Apamea Myrlea

From Wikipedia, the free encyclopedia
Jump to: navigation, search

Apamea Myrlea (/ˌæpəˈmə mərˈlə/; Ancient Greek: Απάμεια Μύρλεια) was an ancient city on the Sea of Marmara, in Bithynia, Anatolia; its ruins are a few kilometers south of Mudanya, Bursa Province in the Marmara Region of Turkey.

Name[edit]

To distinguish this city from the many others called Apamea,[1][2][3] the name Apamea Myrlea used here adds to the name (Apamea) it was given when rebuilt as an important city the name (Myrlea) it previously bore as a smaller town.[4] It was also referred to as Apamea Myrlēon (Apamea of Myrlea).[5]

History[edit]

The town was founded as a colony of the Colophonians and was called Μύρλεια (Myrleia or Myrlea).
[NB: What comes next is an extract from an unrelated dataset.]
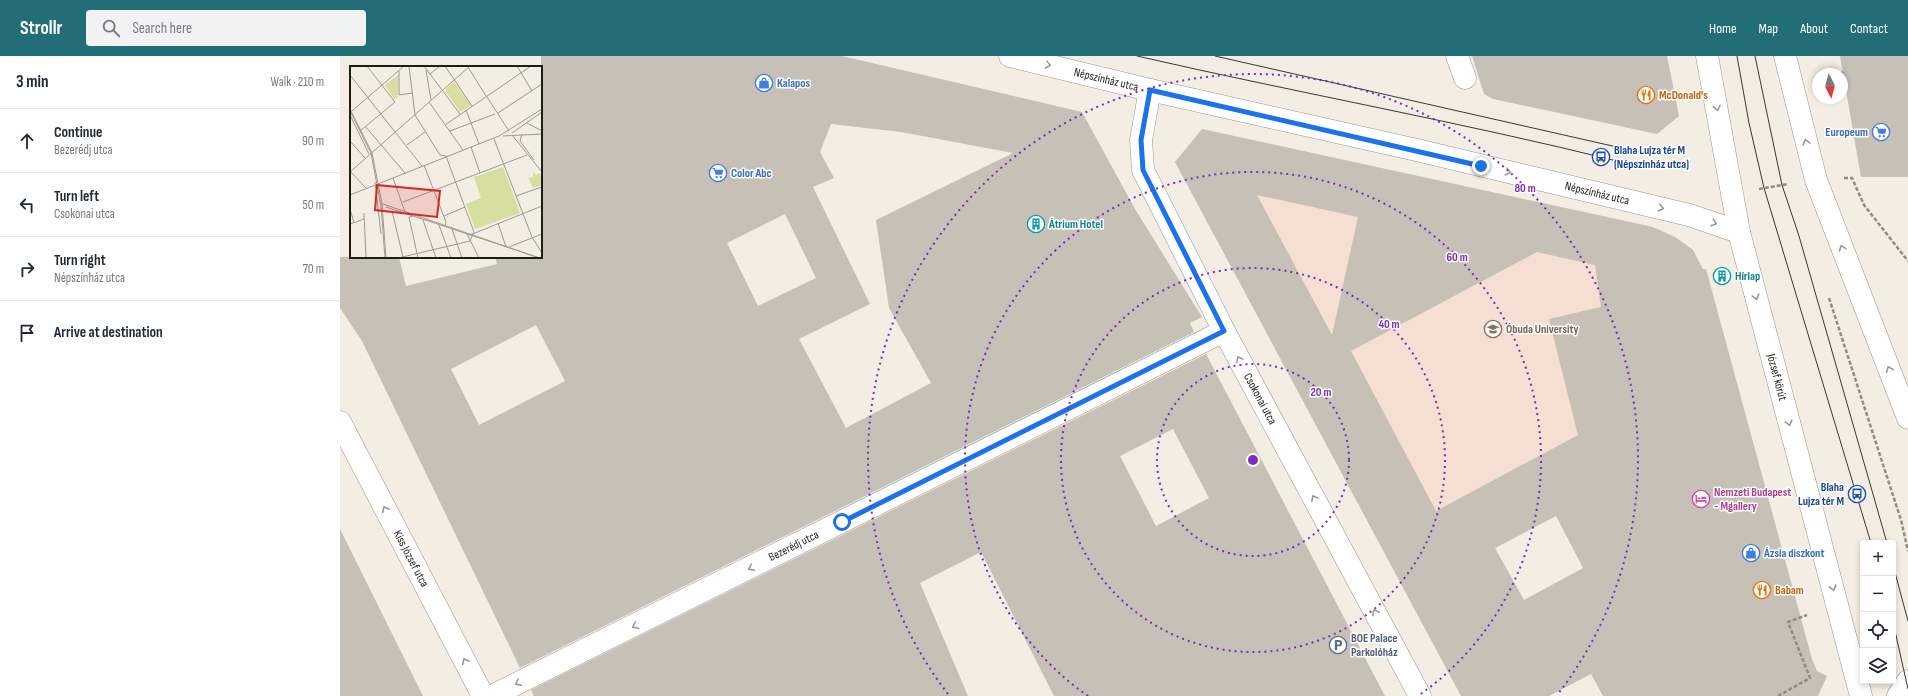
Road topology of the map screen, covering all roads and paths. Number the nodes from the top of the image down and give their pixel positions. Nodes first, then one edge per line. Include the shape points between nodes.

Philip V of Macedon took the town, as it appears, during his war against the king of Pergamon, and gave it to his ally, King Prusias I of Bithynia, who fortified and enlarged it – indeed almost rebuilt it[6] – around 202 BC, renaming it Ἀπάμεια (transcribed as Apameia, Apamea, or Apamia), after his wife, Apama III.[2]

The place was on the south coast of the Gulf of Erdek, and northwest of Bursa, then called Prusa, for which it served as a port.[1]

The Romans made Apamea a colonia, apparently in the time of Augustus, or perhaps Julius Caesar, in view of the adjective "Iulia" that appear on its coins under Roman rule.[2] Its earlier coins were stamped Ἀπαμέων Μυρλεάνων, but in Roman times they bore the label C.I.C.A. (= Colonia Iulia Concordia Apamea).[7]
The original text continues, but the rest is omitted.